Question

Calculate the area of the desired region in \[Fig.12.34\] common between $2$ quadrants of circle of radius \[8{\text{ }}cm\] each.

Answer 1

Hint: After seeing the figure, a student should first draw the rough figure in which he should highlight the desired region. After this, he should redraw the remaining area so that he can get an idea about the formula to be used. The student should calculate the area of the quadrant and from that, he should subtract the area of the triangle. Since the figure is symmetric, they should multiply the answer obtained by subtracting by $2$. This would be the required answer.

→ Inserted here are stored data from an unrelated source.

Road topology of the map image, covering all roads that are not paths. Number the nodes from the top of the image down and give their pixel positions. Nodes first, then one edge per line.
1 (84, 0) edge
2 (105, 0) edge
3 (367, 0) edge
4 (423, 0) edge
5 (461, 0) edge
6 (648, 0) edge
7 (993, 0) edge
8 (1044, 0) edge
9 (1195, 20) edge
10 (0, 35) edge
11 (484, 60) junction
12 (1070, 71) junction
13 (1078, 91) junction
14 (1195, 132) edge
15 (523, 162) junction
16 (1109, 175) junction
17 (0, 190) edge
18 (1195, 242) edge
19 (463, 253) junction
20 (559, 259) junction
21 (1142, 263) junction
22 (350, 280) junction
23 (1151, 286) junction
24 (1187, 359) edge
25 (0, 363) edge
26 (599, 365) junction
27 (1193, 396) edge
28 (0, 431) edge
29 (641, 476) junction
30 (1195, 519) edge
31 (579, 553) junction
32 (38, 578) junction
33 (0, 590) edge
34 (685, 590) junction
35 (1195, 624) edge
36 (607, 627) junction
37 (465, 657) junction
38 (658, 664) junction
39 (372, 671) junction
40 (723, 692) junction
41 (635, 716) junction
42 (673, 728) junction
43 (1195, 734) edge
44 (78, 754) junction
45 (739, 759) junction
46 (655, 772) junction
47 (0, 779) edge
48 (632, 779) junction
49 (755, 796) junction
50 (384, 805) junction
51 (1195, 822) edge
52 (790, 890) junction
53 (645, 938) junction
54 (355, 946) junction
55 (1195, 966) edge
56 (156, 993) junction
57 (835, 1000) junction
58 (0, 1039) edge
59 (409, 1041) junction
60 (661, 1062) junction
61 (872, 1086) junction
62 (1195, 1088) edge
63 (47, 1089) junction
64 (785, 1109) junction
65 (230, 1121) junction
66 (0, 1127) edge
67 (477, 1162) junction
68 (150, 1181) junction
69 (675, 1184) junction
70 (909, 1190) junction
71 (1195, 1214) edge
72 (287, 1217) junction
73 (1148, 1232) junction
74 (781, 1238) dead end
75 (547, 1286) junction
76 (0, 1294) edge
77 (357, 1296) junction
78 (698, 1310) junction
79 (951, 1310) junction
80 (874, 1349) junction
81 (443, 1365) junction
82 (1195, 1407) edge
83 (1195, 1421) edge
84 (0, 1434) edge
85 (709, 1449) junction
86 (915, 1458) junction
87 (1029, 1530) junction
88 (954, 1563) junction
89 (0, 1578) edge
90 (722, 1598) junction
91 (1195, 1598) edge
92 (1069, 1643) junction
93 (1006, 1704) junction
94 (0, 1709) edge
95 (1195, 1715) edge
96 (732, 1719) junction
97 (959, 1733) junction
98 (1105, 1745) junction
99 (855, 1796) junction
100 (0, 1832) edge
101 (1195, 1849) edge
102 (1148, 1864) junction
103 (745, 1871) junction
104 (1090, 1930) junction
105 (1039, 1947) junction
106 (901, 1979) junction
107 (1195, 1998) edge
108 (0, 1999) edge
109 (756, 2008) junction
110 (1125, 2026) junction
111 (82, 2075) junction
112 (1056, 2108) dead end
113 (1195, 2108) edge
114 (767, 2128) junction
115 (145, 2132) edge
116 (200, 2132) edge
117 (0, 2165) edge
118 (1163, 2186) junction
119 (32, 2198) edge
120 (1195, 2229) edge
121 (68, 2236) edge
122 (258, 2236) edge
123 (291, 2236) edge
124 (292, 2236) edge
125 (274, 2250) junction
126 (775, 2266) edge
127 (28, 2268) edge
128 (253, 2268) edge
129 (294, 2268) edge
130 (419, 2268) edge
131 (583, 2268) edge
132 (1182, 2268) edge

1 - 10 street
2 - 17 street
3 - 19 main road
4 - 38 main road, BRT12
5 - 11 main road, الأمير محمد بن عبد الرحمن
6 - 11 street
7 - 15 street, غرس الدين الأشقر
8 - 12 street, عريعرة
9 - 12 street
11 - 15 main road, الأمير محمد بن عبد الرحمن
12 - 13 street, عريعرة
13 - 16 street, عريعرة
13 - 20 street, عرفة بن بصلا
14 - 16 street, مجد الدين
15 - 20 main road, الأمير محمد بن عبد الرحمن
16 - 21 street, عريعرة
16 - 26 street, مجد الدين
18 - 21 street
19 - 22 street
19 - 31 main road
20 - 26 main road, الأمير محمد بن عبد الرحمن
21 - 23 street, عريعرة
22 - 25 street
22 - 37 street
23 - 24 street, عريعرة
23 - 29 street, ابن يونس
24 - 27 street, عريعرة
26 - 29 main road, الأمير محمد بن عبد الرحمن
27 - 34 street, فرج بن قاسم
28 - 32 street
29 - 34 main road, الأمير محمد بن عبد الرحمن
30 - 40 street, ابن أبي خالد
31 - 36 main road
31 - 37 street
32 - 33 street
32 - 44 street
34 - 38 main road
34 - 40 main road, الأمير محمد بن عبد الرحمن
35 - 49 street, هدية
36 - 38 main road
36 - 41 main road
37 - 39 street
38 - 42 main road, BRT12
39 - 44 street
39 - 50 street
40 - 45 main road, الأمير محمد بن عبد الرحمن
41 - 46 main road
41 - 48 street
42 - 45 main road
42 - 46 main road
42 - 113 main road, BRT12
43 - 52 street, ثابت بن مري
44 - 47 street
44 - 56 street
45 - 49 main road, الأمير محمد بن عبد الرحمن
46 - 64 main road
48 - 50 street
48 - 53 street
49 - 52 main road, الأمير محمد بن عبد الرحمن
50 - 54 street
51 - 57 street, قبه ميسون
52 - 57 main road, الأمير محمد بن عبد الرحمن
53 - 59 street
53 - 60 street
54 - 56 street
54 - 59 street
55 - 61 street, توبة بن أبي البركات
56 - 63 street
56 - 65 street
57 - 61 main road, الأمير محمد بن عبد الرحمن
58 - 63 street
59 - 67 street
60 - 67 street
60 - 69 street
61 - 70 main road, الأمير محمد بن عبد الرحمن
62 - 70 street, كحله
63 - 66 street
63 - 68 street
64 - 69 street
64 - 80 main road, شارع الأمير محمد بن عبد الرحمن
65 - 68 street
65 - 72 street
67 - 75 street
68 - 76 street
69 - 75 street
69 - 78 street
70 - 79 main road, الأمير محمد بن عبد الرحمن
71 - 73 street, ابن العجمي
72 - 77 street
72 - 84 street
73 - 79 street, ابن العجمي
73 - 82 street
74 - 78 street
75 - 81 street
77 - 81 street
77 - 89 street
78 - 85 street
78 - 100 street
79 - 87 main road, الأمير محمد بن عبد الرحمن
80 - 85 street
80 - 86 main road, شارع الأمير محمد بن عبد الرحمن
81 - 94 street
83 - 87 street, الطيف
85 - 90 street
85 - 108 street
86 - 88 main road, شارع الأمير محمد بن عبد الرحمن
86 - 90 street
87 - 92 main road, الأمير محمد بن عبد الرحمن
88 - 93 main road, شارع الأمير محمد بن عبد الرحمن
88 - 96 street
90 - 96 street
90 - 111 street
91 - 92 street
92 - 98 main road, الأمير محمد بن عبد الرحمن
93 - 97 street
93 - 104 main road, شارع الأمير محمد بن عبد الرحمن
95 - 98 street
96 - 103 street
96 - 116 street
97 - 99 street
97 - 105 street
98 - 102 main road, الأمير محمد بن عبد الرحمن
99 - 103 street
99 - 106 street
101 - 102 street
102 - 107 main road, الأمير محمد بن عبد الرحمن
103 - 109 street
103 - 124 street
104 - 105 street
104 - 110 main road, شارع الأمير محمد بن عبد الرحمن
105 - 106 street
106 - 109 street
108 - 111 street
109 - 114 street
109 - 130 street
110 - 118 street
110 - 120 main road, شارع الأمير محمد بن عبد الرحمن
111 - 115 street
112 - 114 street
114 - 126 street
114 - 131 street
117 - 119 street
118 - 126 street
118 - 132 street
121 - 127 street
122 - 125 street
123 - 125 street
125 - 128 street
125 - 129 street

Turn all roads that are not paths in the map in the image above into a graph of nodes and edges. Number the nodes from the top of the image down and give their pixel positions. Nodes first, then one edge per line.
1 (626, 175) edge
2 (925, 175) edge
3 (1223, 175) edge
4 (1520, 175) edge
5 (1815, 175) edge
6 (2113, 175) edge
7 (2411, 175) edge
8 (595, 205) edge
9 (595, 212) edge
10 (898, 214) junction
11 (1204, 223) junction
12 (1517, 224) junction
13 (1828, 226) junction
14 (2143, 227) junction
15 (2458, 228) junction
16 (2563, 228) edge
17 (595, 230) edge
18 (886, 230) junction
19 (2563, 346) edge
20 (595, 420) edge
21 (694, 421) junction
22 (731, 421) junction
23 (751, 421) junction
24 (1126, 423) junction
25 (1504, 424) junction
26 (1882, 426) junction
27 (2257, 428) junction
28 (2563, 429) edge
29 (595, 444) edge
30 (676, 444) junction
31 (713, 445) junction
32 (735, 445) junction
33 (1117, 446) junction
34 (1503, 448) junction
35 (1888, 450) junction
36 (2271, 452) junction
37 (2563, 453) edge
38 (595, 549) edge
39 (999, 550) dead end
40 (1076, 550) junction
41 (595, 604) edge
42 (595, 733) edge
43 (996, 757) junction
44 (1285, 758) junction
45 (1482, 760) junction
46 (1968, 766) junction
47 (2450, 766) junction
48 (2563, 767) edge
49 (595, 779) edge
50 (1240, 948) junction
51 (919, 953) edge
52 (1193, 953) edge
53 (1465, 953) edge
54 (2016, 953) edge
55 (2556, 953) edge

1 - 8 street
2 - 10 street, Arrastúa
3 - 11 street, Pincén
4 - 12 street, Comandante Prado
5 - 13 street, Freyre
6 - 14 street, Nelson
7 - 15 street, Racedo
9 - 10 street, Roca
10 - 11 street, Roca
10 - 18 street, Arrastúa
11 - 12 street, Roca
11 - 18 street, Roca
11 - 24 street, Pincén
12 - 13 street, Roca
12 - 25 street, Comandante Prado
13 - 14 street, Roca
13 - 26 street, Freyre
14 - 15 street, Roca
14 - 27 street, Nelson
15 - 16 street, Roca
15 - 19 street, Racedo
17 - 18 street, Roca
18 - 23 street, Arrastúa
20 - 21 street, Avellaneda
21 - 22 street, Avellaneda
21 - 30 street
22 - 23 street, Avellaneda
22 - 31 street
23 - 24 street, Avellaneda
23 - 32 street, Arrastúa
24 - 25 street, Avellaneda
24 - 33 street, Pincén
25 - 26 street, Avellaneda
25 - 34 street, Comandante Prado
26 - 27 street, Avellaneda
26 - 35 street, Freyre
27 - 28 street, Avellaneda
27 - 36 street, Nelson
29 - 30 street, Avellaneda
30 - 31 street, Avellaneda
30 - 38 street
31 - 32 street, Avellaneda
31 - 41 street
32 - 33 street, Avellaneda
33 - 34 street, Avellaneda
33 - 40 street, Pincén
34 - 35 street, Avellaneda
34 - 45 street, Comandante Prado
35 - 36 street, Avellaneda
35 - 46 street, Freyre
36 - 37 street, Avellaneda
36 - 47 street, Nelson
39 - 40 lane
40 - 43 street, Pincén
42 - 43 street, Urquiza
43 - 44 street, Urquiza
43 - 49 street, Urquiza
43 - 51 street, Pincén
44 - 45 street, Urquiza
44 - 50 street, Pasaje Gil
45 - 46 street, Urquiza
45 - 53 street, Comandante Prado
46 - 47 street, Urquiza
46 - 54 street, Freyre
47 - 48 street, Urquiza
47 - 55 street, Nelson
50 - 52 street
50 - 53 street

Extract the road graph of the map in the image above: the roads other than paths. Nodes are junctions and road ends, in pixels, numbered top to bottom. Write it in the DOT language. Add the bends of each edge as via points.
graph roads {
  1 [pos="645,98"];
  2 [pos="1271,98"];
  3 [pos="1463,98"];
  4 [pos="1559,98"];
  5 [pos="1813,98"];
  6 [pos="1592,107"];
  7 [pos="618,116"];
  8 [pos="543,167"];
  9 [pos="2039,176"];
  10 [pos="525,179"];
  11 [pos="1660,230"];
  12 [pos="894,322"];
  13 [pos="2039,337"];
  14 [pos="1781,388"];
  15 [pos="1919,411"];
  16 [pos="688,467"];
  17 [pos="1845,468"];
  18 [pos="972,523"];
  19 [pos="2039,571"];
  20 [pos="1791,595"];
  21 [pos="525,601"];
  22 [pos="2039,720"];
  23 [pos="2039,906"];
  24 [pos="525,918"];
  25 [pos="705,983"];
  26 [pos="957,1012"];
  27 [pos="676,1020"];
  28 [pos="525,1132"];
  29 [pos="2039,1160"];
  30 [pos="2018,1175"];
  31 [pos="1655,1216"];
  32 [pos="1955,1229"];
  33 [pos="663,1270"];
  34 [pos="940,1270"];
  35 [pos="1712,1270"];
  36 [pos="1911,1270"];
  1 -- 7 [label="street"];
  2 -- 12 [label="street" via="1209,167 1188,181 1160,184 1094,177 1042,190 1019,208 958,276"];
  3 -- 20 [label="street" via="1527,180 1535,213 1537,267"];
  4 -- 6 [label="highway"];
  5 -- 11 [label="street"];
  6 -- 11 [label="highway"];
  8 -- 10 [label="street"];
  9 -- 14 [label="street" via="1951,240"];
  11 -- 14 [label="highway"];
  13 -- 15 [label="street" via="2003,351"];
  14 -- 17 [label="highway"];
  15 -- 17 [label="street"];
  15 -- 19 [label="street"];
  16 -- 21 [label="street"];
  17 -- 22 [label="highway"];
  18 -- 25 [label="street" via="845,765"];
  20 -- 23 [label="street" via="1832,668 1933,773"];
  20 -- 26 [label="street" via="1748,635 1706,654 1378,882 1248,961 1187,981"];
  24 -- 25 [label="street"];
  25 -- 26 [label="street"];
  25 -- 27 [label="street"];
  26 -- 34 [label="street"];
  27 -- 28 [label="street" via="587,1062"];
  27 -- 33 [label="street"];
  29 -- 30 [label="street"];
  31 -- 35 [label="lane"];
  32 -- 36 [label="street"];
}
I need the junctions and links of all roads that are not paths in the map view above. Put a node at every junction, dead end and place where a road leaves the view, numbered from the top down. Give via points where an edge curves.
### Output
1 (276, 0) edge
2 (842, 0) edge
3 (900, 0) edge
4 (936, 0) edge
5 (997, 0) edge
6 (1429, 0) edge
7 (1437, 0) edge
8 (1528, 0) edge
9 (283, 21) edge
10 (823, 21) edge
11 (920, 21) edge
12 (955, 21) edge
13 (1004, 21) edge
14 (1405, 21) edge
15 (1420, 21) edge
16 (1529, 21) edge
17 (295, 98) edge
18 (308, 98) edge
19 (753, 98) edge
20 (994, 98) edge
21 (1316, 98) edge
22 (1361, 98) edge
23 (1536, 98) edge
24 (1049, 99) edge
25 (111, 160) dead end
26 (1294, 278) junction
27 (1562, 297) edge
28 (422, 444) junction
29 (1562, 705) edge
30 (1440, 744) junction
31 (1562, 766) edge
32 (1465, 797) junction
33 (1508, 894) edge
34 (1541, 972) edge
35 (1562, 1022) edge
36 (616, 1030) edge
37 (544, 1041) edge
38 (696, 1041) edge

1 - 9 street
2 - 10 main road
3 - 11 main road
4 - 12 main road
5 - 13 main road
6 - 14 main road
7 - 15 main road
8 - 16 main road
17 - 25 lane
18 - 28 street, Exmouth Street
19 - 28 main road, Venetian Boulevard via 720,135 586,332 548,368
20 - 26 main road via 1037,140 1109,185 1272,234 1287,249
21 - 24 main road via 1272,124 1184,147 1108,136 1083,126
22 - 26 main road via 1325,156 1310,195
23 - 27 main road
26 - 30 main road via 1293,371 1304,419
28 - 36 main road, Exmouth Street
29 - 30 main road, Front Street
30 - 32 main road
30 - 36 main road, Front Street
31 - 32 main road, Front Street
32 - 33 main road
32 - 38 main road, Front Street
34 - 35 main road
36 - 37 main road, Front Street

Complete step by step solution:
Since the given figure is symmetric over the diagonal of the square, we can find the area of the shaded region by multiplying the area of Segment BD twice.
$\therefore $Area of Shaded Region = $2 \times $Area of Segment BD.
Consider the quadrant $ABD$
Area of the quadrant is given by the formula $\dfrac{{\pi \times {r^2}}}{4}$.
Since it is a square, the side of the square becomes the radius of the quadrant,
Area of quadrant $ABD$= $\dfrac{{\pi \times {8^2}}}{4} = \dfrac{1}{4} \times 3.14 \times 8 \times 8$ = $50.24c{m^2}$
Area of $\Delta ABD $= $\dfrac{1}{2} \times b \times h$.
The height and base are the same since it is a square.
$\therefore $Area of $\Delta ABD $= $\dfrac{1}{2} \times 8 \times 8 = 32c{m^2}$.
Area of segment BD = Area of quadrant $ABD$- Area of $\Delta ABD$
                                    = $(50.24 - 32)c{m^2} = 18.24c{m^2}$
This is just one side of the shaded region, since we have the same region on the opposite side, we will have to multiply the above answer by $2$.
Area of the shaded region is $18.24c{m^2} \times 2 = 36.48c{m^2}$

Answer is $36.48c{m^2}$

Note:
In order to solve this sum correctly, the main catching point was the line of symmetry. The student had to then consider only one half of the figure and calculate the shaded region. Whenever a student gets such a type of sum It is advisable that he/she should identify if there is any symmetry and then apply the formula accordingly. For example, if in this sum we wouldn’t have applied the symmetry then it would have been practically not possible to solve the sum.